Work request → Restating every entry exactly is the whole task.

***** Input data *****

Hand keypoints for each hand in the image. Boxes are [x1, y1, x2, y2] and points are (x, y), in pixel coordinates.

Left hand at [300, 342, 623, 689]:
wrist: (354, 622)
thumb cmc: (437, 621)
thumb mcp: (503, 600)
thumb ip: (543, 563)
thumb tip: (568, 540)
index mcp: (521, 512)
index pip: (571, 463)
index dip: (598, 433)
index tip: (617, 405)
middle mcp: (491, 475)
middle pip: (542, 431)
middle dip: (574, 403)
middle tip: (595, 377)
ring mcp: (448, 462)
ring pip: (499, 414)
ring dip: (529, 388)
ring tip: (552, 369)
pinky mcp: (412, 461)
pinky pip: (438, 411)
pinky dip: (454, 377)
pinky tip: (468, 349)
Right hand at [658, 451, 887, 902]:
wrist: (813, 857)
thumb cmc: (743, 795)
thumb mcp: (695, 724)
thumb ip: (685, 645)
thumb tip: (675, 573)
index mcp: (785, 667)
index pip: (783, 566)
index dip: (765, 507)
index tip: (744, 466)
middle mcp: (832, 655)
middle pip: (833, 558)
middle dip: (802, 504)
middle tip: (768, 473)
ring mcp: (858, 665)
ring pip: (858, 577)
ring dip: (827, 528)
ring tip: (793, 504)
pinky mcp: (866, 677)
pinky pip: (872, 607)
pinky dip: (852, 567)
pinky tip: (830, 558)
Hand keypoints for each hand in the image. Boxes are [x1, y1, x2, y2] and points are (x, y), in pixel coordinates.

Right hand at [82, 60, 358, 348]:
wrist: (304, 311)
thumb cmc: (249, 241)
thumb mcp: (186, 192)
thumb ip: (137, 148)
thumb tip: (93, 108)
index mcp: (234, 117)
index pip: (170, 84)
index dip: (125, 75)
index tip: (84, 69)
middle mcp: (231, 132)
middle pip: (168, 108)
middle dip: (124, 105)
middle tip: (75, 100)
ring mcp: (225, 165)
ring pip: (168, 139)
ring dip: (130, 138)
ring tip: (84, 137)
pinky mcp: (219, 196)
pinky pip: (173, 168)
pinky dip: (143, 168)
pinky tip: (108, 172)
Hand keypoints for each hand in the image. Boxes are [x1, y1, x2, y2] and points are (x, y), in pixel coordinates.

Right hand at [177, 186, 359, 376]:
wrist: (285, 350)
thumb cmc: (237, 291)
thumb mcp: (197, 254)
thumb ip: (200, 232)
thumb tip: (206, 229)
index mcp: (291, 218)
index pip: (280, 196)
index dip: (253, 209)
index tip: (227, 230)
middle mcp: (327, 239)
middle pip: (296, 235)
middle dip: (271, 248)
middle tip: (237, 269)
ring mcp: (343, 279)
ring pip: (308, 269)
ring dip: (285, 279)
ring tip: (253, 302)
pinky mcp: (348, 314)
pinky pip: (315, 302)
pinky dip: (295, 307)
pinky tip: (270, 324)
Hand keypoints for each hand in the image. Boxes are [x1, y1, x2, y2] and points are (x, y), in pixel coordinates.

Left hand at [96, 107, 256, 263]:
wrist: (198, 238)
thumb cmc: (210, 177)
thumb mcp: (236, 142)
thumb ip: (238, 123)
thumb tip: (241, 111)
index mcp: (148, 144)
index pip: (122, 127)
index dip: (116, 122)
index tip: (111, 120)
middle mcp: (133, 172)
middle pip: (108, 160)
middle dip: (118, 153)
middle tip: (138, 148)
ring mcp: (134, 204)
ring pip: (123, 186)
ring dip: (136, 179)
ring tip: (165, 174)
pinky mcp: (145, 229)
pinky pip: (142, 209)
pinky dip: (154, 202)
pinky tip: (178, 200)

*****

Exercise output →
Hand keypoints for each hand in the image. Boxes are [x1, y1, x2, y2] and points are (x, y), in pixel coordinates.

Left hand at [300, 342, 623, 689]:
wrist: (354, 622)
thumb cmc: (437, 621)
thumb mcp: (503, 600)
thumb ip: (543, 563)
thumb tip: (568, 540)
index mcp: (521, 512)
index pip: (571, 463)
index dip: (598, 433)
index tip: (617, 405)
middle mcp: (491, 475)
middle pip: (542, 431)
middle dip: (574, 403)
middle tip: (595, 377)
ring mcp: (448, 462)
ring pip: (499, 414)
ring dip: (529, 388)
ring tip: (552, 369)
pinky mcp: (412, 461)
pinky pip: (438, 411)
pinky dip: (454, 377)
pinky tip: (468, 349)
Right hand at [658, 451, 887, 902]:
wrist: (813, 857)
thumb cmc: (743, 795)
thumb mcp: (695, 724)
thumb ip: (685, 645)
thumb tip: (675, 573)
index mcp: (785, 667)
index pip: (783, 566)
index dip: (765, 507)
index tip: (744, 466)
middle mcp: (832, 655)
middle pip: (833, 558)
middle dip: (802, 504)
middle tip: (768, 473)
ring mcp: (858, 665)
ring pip: (858, 577)
ring dip: (827, 528)
ring tip: (793, 504)
pinky mcp: (866, 677)
pinky pip: (872, 607)
pinky dip: (852, 567)
pinky tip: (830, 558)
Hand keypoints for each hand in the image. Boxes are [x1, y1, x2, y2] and points are (x, y), in pixel coordinates.

Right hand at [82, 60, 358, 348]:
wrist: (304, 311)
thumb cmc: (249, 241)
thumb mcp: (186, 192)
thumb ip: (137, 148)
thumb tip: (93, 108)
index mcp: (234, 117)
index pip: (170, 84)
index dip: (125, 75)
index tip: (84, 69)
middle mcp: (231, 132)
middle pip: (168, 108)
middle dip: (124, 105)
middle tip: (75, 100)
ring mcp: (225, 165)
ring pip: (168, 139)
ring dip: (130, 138)
ring tip: (84, 137)
pinky mcp: (219, 196)
pinky pip: (173, 168)
pinky dip: (143, 168)
pinky tip: (108, 172)
Hand keypoints for each hand in the image. Boxes are [x1, y1, x2, y2] and points are (x, y), in pixel coordinates.

Right hand at [177, 186, 359, 376]:
wrist: (285, 350)
thumb cmc: (237, 291)
thumb mcp: (197, 254)
thumb ip: (200, 232)
thumb tip: (206, 229)
index mcp: (291, 218)
index pip: (280, 196)
index dip: (253, 209)
index tip: (227, 230)
middle mcp: (327, 239)
middle pip: (296, 235)
middle dip: (271, 248)
middle tip: (237, 269)
ring mcp: (343, 279)
ring pip: (308, 269)
ring dip: (285, 279)
ring tip: (253, 302)
pinky mcp: (348, 314)
pinky pip: (315, 302)
pinky dip: (295, 307)
pinky tip: (270, 324)
Hand keypoints for each hand in the image. Boxes are [x1, y1, x2, y2] and points are (x, y), in pixel coordinates.

Left hand at [96, 107, 256, 263]:
wrist: (198, 238)
thumb cmc: (210, 177)
thumb mcp: (236, 142)
thumb ip: (238, 123)
thumb tip: (241, 111)
index mcp: (148, 144)
index pip: (122, 127)
index dip: (116, 122)
index tip: (111, 120)
middle mcp: (133, 172)
middle pip: (108, 160)
middle dip: (118, 153)
middle tip: (138, 148)
ring mcp: (134, 204)
ring pip: (123, 186)
ring dip: (136, 179)
ring tip: (165, 174)
pinky mcp: (145, 229)
pinky pip: (142, 209)
pinky dip: (154, 202)
pinky tip: (178, 200)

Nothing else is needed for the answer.